St. Thomas University, Fredericton, NB (Courtesy: www.apala.ca)
St. Thomas University, Fredericton, NB (Courtesy: www.apala.ca)

“Insurrection” is the opening poem of “Passacaglia Pier,” the middle section of “Covenant of the Lost Arias,” which forms the second part of four parts of the book Mahler and Freud Meet in Leiden.

The epigraphs to the section are intended to underscore the relevance to modern time and the mutability of expression of a constant that, however modified or disguised, remains immutable. The section itself discusses the same two themes as this poem treats of. The epigraphs are:

was du bist, bist du nur durch Verträge
what thou art, art thou only through treaties
— Fasolt to Wotan, in Richard Wagner, Das Rheingold, 2

and

Mortal Dreams of the Demigod, Bach BWC 582
Johann Sebastian Bach, Passacaglia and Fugue in c minor, BWV 582. Heard played by Sharon Pond at the Casavant organ in Christchurch Cathedral, Fredericton, New Brunswick, December 5th, 2008.

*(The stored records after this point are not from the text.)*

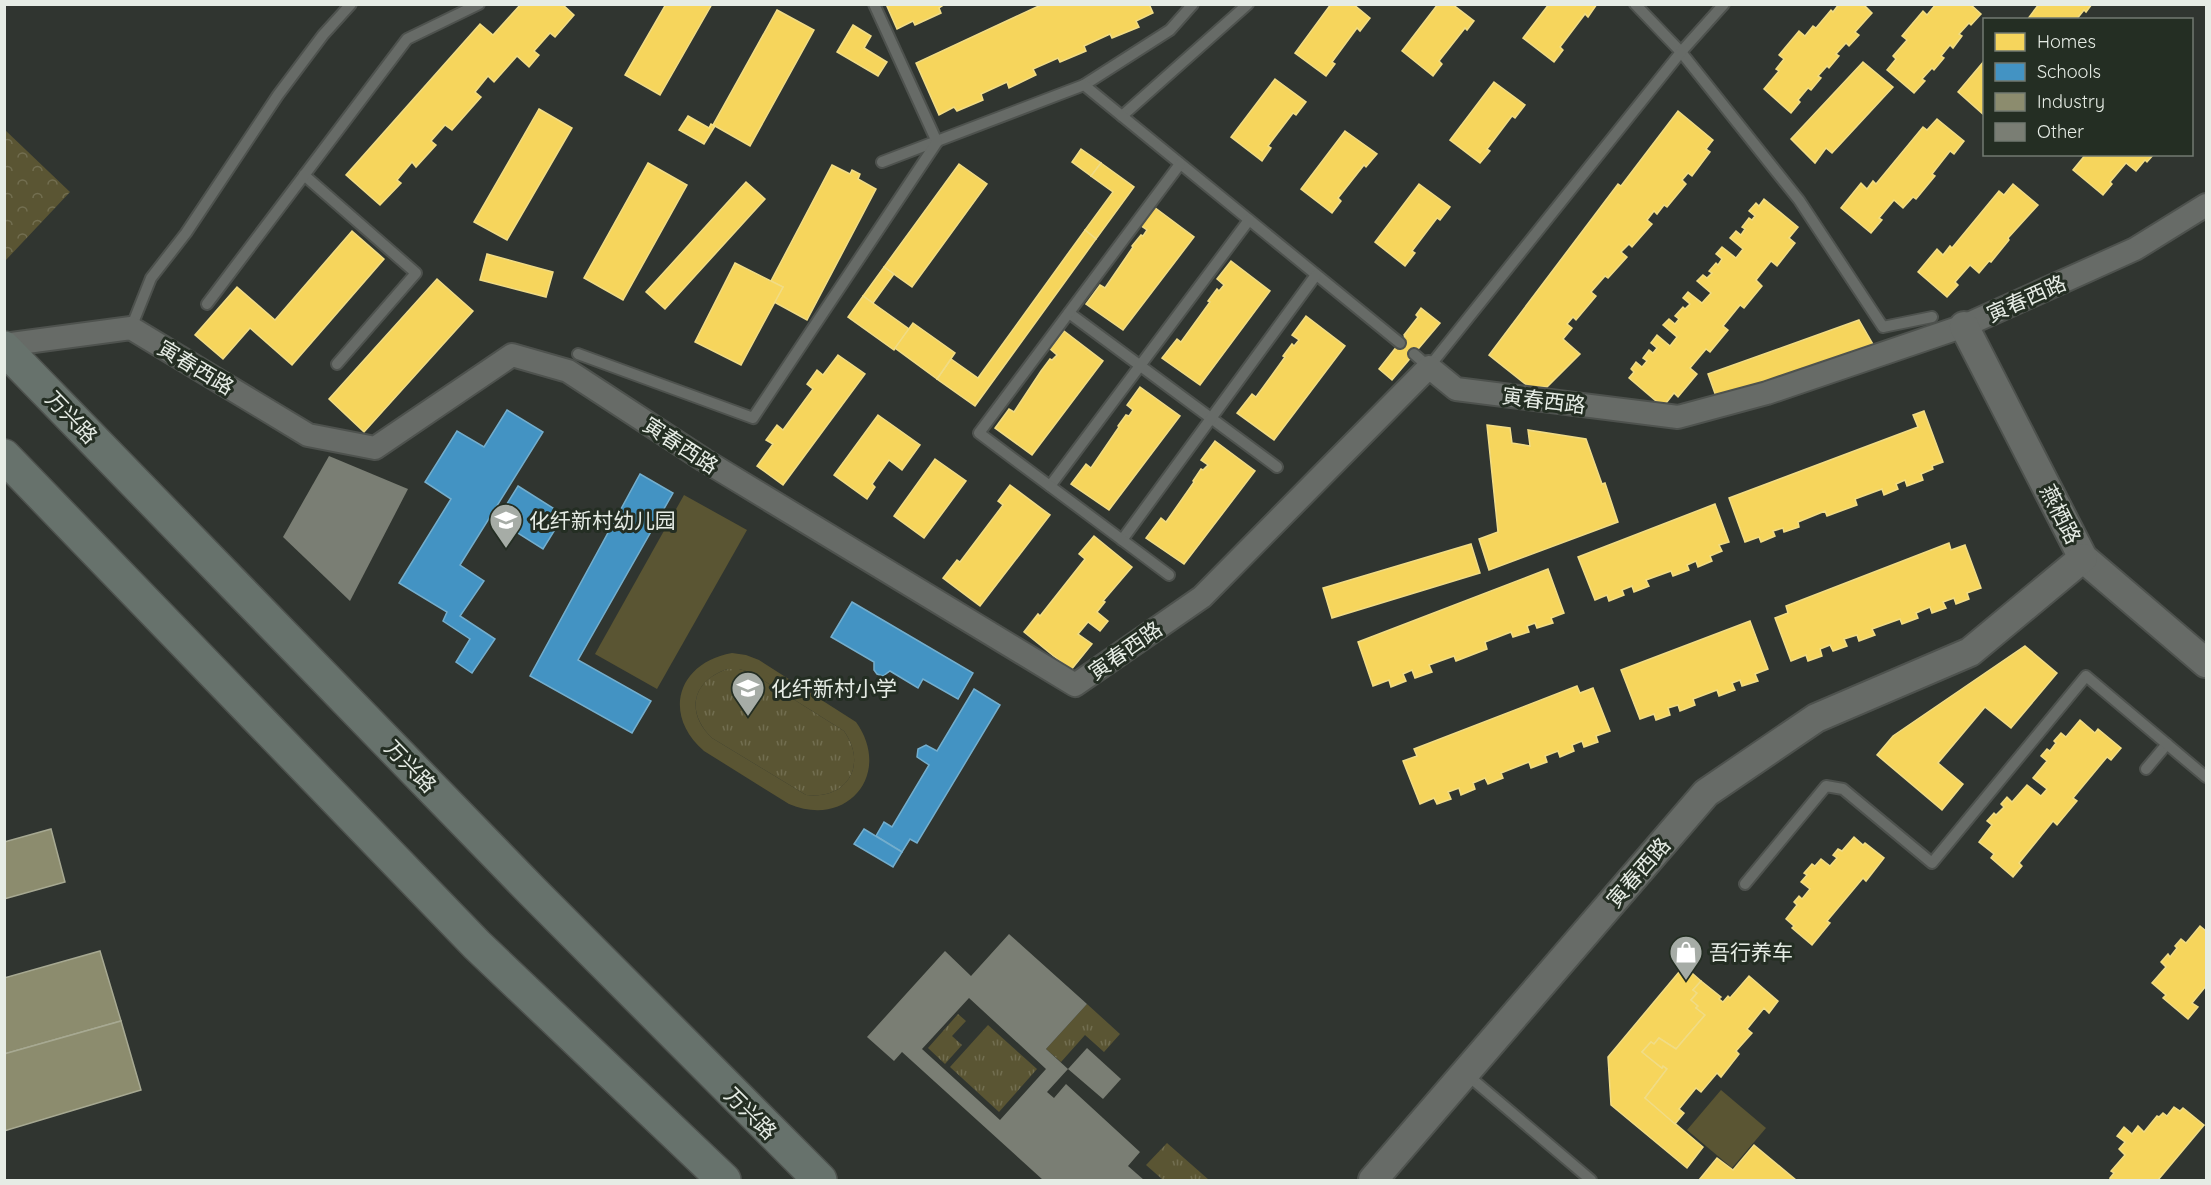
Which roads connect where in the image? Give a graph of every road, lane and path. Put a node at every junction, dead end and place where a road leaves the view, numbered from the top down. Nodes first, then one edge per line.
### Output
1 (351, 4) edge
2 (479, 4) edge
3 (874, 4) edge
4 (1193, 4) edge
5 (1248, 4) edge
6 (1635, 4) edge
7 (1724, 4) edge
8 (1733, 4) edge
9 (1710, 20) junction
10 (1681, 52) junction
11 (1084, 85) junction
12 (1122, 116) junction
13 (937, 142) junction
14 (882, 162) dead end
15 (1180, 164) junction
16 (304, 175) junction
17 (2206, 205) edge
18 (1249, 220) junction
19 (1316, 275) junction
20 (207, 304) dead end
21 (1068, 313) junction
22 (1932, 317) dead end
23 (1964, 326) junction
24 (131, 328) junction
25 (1400, 343) dead end
26 (4, 347) edge
27 (578, 354) dead end
28 (1421, 361) junction
29 (337, 364) dead end
30 (1140, 366) junction
31 (1211, 418) junction
32 (4, 456) edge
33 (1277, 467) dead end
34 (1050, 486) junction
35 (1122, 540) junction
36 (2083, 558) junction
37 (1169, 575) dead end
38 (2206, 663) edge
39 (2168, 744) junction
40 (2146, 769) dead end
41 (2206, 777) edge
42 (1745, 884) dead end
43 (1465, 1073) junction
44 (724, 1180) edge
45 (820, 1180) edge
46 (1373, 1180) edge
47 (1591, 1180) edge

1 - 24 lane
2 - 16 lane
3 - 13 lane
4 - 11 lane
5 - 12 lane
6 - 10 lane
7 - 9 lane
8 - 9 lane
9 - 10 lane
10 - 22 lane
10 - 28 lane
11 - 12 lane
11 - 13 lane
12 - 15 lane
13 - 14 lane
13 - 27 lane
15 - 18 lane
15 - 21 lane
16 - 20 lane
16 - 29 lane
17 - 23 street, 寅春西路
18 - 19 lane
18 - 30 lane
19 - 25 lane
19 - 31 lane
21 - 30 lane
21 - 34 lane
23 - 28 street, 寅春西路
23 - 36 street, 燕栖路
24 - 26 street
24 - 28 street, 寅春西路
26 - 45 main road, 万兴路
30 - 31 lane
30 - 34 lane
31 - 33 lane
31 - 35 lane
32 - 44 main road
34 - 35 lane
35 - 37 lane
36 - 38 street, 燕栖路
36 - 43 street, 寅春西路
39 - 40 lane
39 - 41 lane
39 - 42 lane
43 - 46 street, 寅春西路
43 - 47 lane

Ten of the fourteen poems in this section have been published, several by the same Nashwaak Review, and others in Saskatoon’s Grain, the Federation of BC Writers’ WordWorks, and in an anthology of Edmonton’s Stroll of Poets.

***

Insurrection

From inside Esterhaz emanate the frail sounds
Of an evening’s symphony by Haydn, while
In the forest the darkness whispers like flutes
And crackles like the breaking notes of hunting horns.
The insurgent lies and waits, furtive in needs and longings,
The moisture of the night weighing upon his clothes,
Sleep dropping onto his eyes. They close slowly to
The nearly unheard coda of a movement played muted and sostenuto.
In the disconnections of morning, staggering away
From skirmishes to rejoin the partisans, he searches
For songs concealed in the countryside. Banished men,
They are unexpectedly fraught with freedom, contemplate
Form that explores content, like the composer who makes clear
An ever-present newness, as if all truth were its statement.
***

In the 18th century, Hungary was part of the Habsburg Empire, though the Kingdom was fiscally and politically independent, having its own parliament and maintaining its own citizenship. The principal joint affairs were foreign policy and defence. There was little insurrectionary activity of effect after the Rákóczi uprisings in the first decade of the 18th century until the commencement of the Napoleonic Wars almost a century later.

Esterháza Palace, illuminated at night
Esterháza Palace, illuminated at night

Esterháza Palace was built in the 1770s, and is near modern-day Ferdőd. Joseph Haydn was its Kapellmeister. It is his use of form, specifically symphonic form, that the poem refers to. An exceptional and representative symphony of his many of that time would be La Roxelane, number 63 in C major. The first movement modifies the form of the overture, the originating predecessor of sonata-allegro form, towards the form of the latter. The first hundred bars of the second movement, in the form of double variations, are made highly expressive by the device of their being played con sordini, that is, with the strings muted.